Evangelist
🇬🇧George Whitefield
1714–1770 · British · Evangelist & Preacher of the First Great Awakening
“God forbid that I should travel with anybody a quarter of an hour without speaking of Christ to them.”
Biography
George Whitefield was born on December 27, 1714, in Gloucester, England, the son of an innkeeper. Working as a servitor at Pembroke College, Oxford, he joined John and Charles Wesley's Holy Club, where he experienced an evangelical conversion in 1735. Ordained as an Anglican deacon in 1736, his first sermon reportedly caused fifteen people to go mad—a charge he joked about as evidence of its power. He pioneered outdoor preaching in England and Wales before making his first trip to America in 1738. His return visit in 1739–40 ignited the First Great Awakening, the most significant religious revival in colonial American history.

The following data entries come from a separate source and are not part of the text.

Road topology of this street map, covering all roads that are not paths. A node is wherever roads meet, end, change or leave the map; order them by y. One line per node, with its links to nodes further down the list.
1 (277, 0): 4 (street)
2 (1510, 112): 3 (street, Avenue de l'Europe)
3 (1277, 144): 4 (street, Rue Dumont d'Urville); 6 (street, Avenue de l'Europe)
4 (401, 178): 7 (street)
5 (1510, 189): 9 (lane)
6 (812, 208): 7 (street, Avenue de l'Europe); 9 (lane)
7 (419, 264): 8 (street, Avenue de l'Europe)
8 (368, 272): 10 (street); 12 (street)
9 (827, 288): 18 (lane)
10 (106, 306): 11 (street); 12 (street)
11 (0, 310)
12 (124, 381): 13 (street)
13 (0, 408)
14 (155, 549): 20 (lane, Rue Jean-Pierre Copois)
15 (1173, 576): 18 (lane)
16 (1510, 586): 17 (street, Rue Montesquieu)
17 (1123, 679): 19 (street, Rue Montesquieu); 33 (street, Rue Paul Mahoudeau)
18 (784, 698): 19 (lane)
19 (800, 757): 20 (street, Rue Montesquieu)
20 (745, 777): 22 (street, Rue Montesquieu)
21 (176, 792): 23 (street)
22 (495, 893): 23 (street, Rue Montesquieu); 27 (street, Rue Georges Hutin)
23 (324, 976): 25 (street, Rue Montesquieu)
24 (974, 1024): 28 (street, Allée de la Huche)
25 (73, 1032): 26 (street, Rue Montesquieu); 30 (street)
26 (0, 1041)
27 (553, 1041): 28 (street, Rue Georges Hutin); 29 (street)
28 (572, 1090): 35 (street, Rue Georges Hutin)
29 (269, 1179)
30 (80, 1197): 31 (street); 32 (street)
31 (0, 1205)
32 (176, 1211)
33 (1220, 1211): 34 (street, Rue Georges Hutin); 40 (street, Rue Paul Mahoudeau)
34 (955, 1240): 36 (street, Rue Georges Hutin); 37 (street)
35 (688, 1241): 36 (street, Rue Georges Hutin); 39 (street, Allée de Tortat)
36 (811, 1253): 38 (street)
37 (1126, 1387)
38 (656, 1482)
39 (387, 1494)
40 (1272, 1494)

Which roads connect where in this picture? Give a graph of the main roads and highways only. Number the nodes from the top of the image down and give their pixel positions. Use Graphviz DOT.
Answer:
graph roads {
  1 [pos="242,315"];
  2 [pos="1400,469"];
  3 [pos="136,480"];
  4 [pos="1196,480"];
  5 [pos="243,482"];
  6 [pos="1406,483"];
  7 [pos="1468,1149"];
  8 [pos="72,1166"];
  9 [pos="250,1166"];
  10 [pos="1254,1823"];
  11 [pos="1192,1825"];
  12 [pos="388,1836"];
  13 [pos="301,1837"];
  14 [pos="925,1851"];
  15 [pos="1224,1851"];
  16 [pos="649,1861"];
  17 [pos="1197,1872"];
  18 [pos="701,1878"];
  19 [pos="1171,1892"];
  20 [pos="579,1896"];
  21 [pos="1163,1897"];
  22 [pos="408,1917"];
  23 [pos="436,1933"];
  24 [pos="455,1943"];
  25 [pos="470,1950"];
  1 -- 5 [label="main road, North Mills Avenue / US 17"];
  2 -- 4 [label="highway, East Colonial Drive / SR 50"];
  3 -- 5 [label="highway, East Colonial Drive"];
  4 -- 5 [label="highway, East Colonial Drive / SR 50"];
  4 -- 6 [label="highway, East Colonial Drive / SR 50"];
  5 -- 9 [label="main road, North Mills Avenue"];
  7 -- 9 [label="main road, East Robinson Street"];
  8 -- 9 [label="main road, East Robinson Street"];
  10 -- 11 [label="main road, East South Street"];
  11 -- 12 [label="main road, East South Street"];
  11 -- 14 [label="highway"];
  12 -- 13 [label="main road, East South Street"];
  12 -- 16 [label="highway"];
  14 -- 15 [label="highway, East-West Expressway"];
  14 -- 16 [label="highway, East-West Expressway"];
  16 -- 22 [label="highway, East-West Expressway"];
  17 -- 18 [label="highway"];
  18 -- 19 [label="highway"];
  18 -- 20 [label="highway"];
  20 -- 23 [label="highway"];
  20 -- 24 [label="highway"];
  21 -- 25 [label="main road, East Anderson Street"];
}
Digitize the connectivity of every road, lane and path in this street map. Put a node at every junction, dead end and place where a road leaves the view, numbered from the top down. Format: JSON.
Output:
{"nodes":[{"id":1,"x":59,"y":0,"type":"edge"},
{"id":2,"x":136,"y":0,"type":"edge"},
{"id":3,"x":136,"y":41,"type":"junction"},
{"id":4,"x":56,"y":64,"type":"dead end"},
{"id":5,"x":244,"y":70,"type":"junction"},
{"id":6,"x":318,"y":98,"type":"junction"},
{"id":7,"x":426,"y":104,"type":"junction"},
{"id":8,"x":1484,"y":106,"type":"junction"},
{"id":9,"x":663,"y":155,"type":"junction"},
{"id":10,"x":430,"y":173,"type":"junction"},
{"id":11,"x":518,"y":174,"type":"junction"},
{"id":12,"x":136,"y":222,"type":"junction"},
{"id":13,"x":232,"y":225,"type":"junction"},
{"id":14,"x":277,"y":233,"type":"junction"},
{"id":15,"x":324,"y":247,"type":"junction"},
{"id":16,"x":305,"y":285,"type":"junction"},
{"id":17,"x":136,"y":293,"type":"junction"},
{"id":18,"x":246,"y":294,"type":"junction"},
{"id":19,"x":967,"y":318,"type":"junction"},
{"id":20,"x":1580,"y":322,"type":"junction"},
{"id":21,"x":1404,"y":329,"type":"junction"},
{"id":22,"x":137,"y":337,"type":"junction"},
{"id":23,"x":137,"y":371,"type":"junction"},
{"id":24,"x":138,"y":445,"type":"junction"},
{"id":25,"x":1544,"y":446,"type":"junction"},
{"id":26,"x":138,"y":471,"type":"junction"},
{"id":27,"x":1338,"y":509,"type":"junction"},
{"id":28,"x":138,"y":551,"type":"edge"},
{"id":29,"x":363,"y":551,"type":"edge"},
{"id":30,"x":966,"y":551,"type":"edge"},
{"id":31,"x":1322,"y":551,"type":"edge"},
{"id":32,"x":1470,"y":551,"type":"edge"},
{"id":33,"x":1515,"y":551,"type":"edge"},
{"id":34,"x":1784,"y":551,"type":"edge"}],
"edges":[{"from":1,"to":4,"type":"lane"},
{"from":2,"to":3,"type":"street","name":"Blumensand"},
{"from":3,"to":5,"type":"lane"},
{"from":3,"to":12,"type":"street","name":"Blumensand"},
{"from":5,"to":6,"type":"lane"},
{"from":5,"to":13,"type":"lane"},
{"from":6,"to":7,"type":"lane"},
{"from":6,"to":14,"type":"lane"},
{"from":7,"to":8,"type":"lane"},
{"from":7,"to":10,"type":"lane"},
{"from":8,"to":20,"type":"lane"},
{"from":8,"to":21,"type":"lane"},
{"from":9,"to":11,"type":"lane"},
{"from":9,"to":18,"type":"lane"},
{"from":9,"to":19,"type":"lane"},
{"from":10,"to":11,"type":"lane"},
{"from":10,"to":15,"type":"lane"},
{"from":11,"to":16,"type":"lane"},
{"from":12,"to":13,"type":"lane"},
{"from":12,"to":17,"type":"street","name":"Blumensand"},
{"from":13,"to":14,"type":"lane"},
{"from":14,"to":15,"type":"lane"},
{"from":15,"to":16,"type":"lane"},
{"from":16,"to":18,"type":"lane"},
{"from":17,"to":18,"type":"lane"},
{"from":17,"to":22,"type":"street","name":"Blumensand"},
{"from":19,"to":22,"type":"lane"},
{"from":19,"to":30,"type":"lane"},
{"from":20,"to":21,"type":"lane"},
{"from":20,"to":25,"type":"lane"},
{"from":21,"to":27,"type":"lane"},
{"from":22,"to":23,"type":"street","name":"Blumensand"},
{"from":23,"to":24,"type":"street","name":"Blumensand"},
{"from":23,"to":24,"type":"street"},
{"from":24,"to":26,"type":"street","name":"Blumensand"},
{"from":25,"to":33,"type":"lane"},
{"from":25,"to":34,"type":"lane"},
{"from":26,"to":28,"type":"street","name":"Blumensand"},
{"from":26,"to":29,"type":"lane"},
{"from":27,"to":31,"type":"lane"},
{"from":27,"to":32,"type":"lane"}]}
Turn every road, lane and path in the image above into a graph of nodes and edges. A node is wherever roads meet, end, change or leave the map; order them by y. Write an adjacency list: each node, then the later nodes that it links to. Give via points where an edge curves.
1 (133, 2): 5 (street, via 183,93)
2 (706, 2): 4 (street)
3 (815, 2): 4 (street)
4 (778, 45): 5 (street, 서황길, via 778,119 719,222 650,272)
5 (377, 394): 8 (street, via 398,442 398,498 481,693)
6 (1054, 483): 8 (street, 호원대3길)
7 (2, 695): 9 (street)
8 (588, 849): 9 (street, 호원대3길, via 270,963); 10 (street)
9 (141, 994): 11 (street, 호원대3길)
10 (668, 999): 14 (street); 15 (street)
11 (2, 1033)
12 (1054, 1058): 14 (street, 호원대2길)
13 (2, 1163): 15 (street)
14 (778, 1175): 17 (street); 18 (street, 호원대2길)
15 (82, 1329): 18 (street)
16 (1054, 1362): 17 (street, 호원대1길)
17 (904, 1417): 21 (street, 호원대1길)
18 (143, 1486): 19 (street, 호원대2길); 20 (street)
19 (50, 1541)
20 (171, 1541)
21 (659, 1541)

He preached to staggering crowds—in Philadelphia, Boston, and Savannah—sometimes numbering twenty to thirty thousand people at a single gathering, in an age without microphones. Benjamin Franklin, a skeptic, attended one meeting intending to give nothing and emptied his pockets by the end. Whitefield made seven trips to the American colonies in all. He was a Calvinist in theology, eventually diverging from the Wesleys over predestination. He founded the Bethesda Orphan House in Georgia (1740), one of the earliest charitable institutions in America. He died on September 30, 1770, in Newburyport, Massachusetts, while on his seventh American tour.
Key Works
Whitefield's published sermons, widely distributed in pamphlet form on both sides of the Atlantic, made him one of the first transatlantic media celebrities. His journal accounts of his revivals and travels were widely read and shaped the genre of evangelical memoir. The Bethesda Orphan House in Savannah, Georgia (1740) was one of the earliest charitable institutions in colonial America. His outdoor preaching campaigns in England in 1739, initially held at the Kingswood collieries near Bristol among miners, helped break down the barriers between formal church settings and popular evangelism. His partnership with the Countess of Huntingdon extended his ministry to the British aristocracy.
Legacy
George Whitefield is considered the first great trans-Atlantic religious celebrity and the spark that ignited the First Great Awakening in both Britain and America. His outdoor preaching model was adopted by Wesley, Finney, Moody, and virtually every major revivalist who followed. Scholars estimate he may have preached to more people than any individual before the age of radio. He helped establish the tradition of non-denominational popular evangelism. His influence on American religious identity in the colonial period was immense, and he is credited with contributing to the spiritual formation of the founding generation.